AOL cutting over 900 jobs in US, India

March 10, 2011 by Chris Lefkow

Internet company AOL is cutting more than 900 jobs as it joins forces with The Huffington Post and seeks to reinvent itself as a major player in online news.

AOL said Thursday it is laying off more than 200 employees in the United States and over 700 in India -- nearly 20 percent of its 5,000-strong global workforce.

The 200 employees losing their jobs in the United States were mostly employed in the AOL media and technology groups, the company said.

Some 300 of the 700 AOL employees being laid off in India would transition to third-party companies providing services to AOL, including Hewlett-Packard and MindTree, it said.

AOL completed its acquisition of The Huffington Post on Monday.

AOL chief executive Tim Armstrong warned last week that the purchase would result in layoffs at AOL but said it would also provide $20 million in synergies between the two organizations.

AOL shares shed 1.76 percent on Wall Street on Thursday to close at $19.00.

Speaking at the Bloomberg-sponsored 2011 Media Summit in New York on Thursday, Armstrong outlined plans for a company whose name has become synonymous with the dotcom era's excesses.

"On the media side of the business I want to run a content-driven company," Armstrong said, adding that he wanted to increase the number of AOL employees involved in producing content to 70 percent from the current 50 percent.

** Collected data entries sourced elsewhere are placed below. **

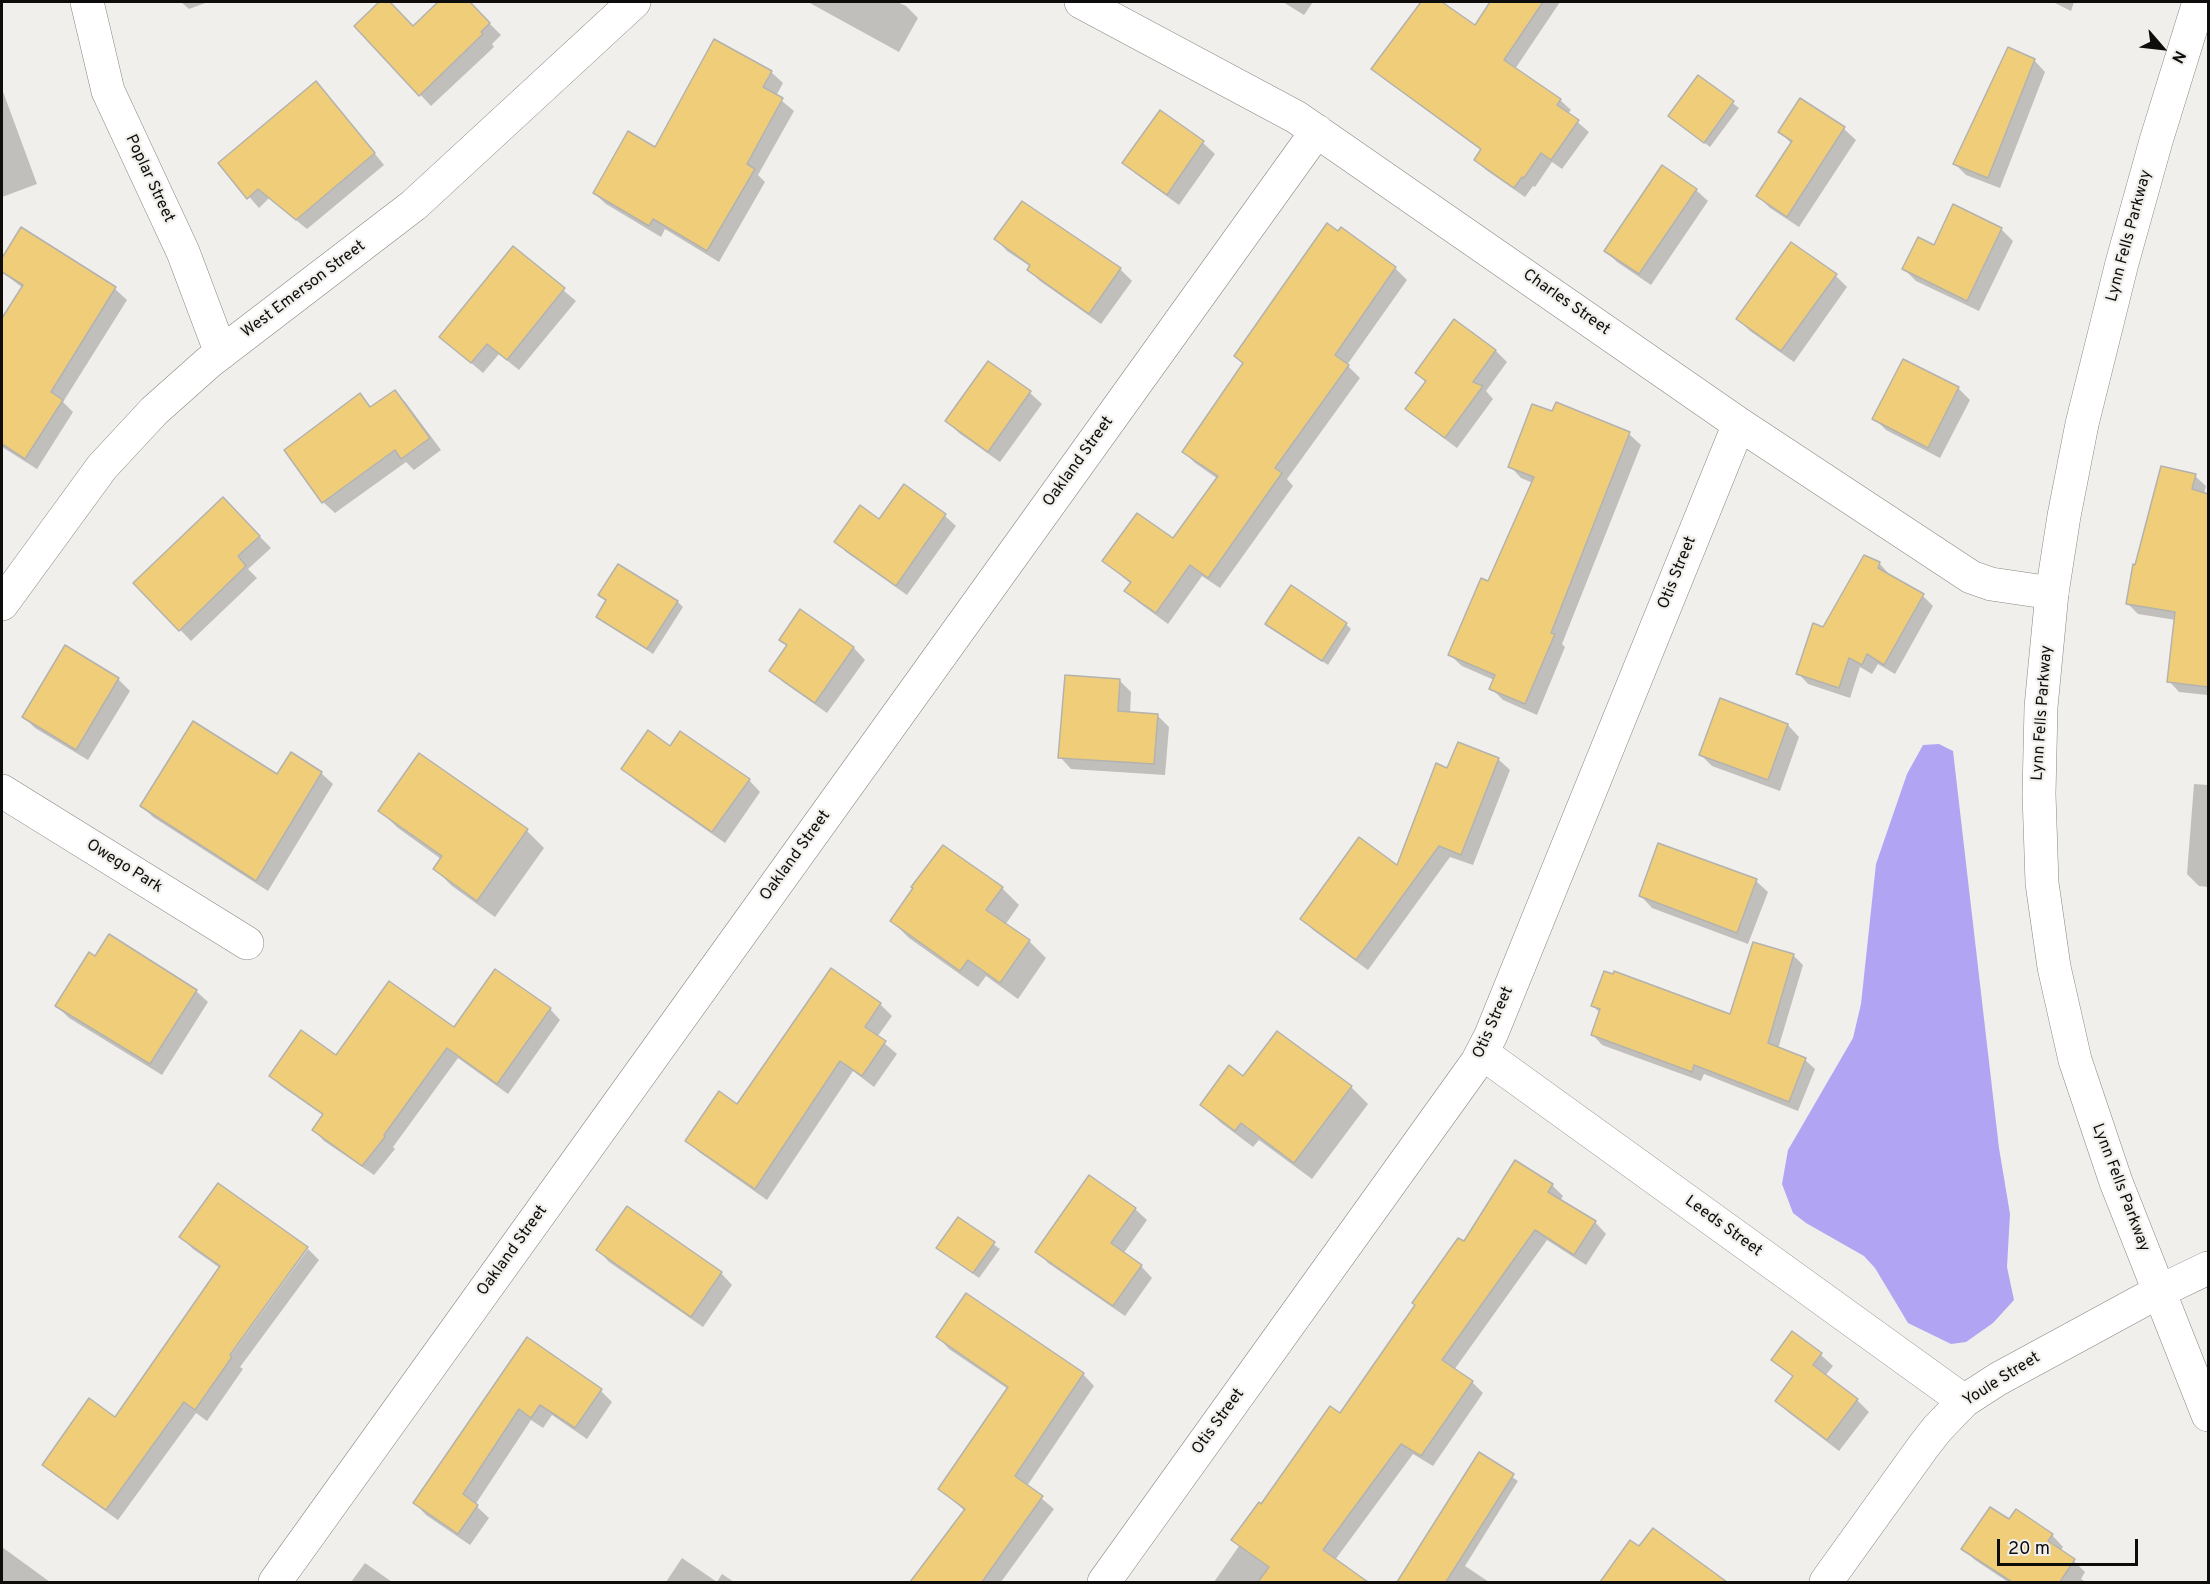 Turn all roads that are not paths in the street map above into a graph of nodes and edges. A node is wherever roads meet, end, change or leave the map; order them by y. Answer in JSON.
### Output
{"nodes":[{"id":1,"x":87,"y":2,"type":"edge"},
{"id":2,"x":634,"y":2,"type":"edge"},
{"id":3,"x":1080,"y":2,"type":"edge"},
{"id":4,"x":2199,"y":2,"type":"edge"},
{"id":5,"x":1317,"y":131,"type":"junction"},
{"id":6,"x":221,"y":353,"type":"junction"},
{"id":7,"x":1739,"y":424,"type":"junction"},
{"id":8,"x":2052,"y":593,"type":"junction"},
{"id":9,"x":2,"y":604,"type":"edge"},
{"id":10,"x":2,"y":791,"type":"edge"},
{"id":11,"x":247,"y":943,"type":"dead end"},
{"id":12,"x":1482,"y":1053,"type":"junction"},
{"id":13,"x":2208,"y":1268,"type":"edge"},
{"id":14,"x":2160,"y":1291,"type":"junction"},
{"id":15,"x":1964,"y":1401,"type":"junction"},
{"id":16,"x":2208,"y":1415,"type":"edge"},
{"id":17,"x":275,"y":1582,"type":"edge"},
{"id":18,"x":1104,"y":1582,"type":"edge"},
{"id":19,"x":1826,"y":1582,"type":"edge"}],
"edges":[{"from":1,"to":6,"type":"street","name":"Poplar Street"},
{"from":2,"to":6,"type":"street","name":"West Emerson Street"},
{"from":3,"to":5,"type":"street","name":"Charles Street"},
{"from":4,"to":8,"type":"street","name":"Lynn Fells Parkway"},
{"from":5,"to":7,"type":"street","name":"Charles Street"},
{"from":5,"to":17,"type":"street","name":"Oakland Street"},
{"from":6,"to":9,"type":"street","name":"West Emerson Street"},
{"from":7,"to":8,"type":"street","name":"Charles Street"},
{"from":7,"to":12,"type":"street","name":"Otis Street"},
{"from":8,"to":14,"type":"street","name":"Lynn Fells Parkway"},
{"from":10,"to":11,"type":"street","name":"Owego Park"},
{"from":12,"to":15,"type":"street","name":"Leeds Street"},
{"from":12,"to":18,"type":"street","name":"Otis Street"},
{"from":13,"to":14,"type":"street","name":"Youle Street"},
{"from":14,"to":15,"type":"street","name":"Youle Street"},
{"from":14,"to":16,"type":"street","name":"Lynn Fells Parkway"},
{"from":15,"to":19,"type":"street","name":"Youle Street"}]}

A source close to AOL told AFP that with the $315 million purchase of The Huffington Post, AOL will rely less on freelance journalists and there will be a "net gain" in editorial staff despite the layoffs.

The Huffington Post, which was launched in 2005 by Greek-born Arianna Huffington, employs around 150 reporters and editors.

It has enjoyed spectacular traffic growth at a time when US newspapers are struggling to cope with a steep drop in print advertising revenue and circulation and the migration of readers to free news online.

The Huffington Post attracts over 25 million unique US visitors a month to its lively mix of news, entertainment, opinion and blogs submitted by academics, entertainment figures, politicians and others.

With the acquisition complete, Arianna Huffington is to preside over all AOL Media and AOL Local properties as president and editor-in-chief of The Huffington Post Media Group.

The Huffington Post buy was the latest high-profile purchase by AOL chief executive Armstrong, who joined AOL from Google two years ago in an attempt to turn around the company.

In September, AOL purchased TechCrunch, a leading Silicon Valley technology blog. Other AOL properties include Engadget, Patch, Moviefone, MapQuest, Black Voices, PopEater, AOL Music, AOL Latino, AutoBlog and StyleList.

AOL has invested heavily in Patch, which provides local news in hundreds of communities across the United States, and a "citizen journalism" operation called Seed.

The company is currently the number four gateway to the Web after Google, Microsoft and Yahoo!, while its dial-up Internet access business has been gradually supplanted by high-speed broadband services.

AOL, formerly known as America Online, fused with news and entertainment giant Time Warner in 2001 at the height of the dotcom boom in what is considered one of the most disastrous mergers ever.

It was spun off by Time Warner in December into an independent company.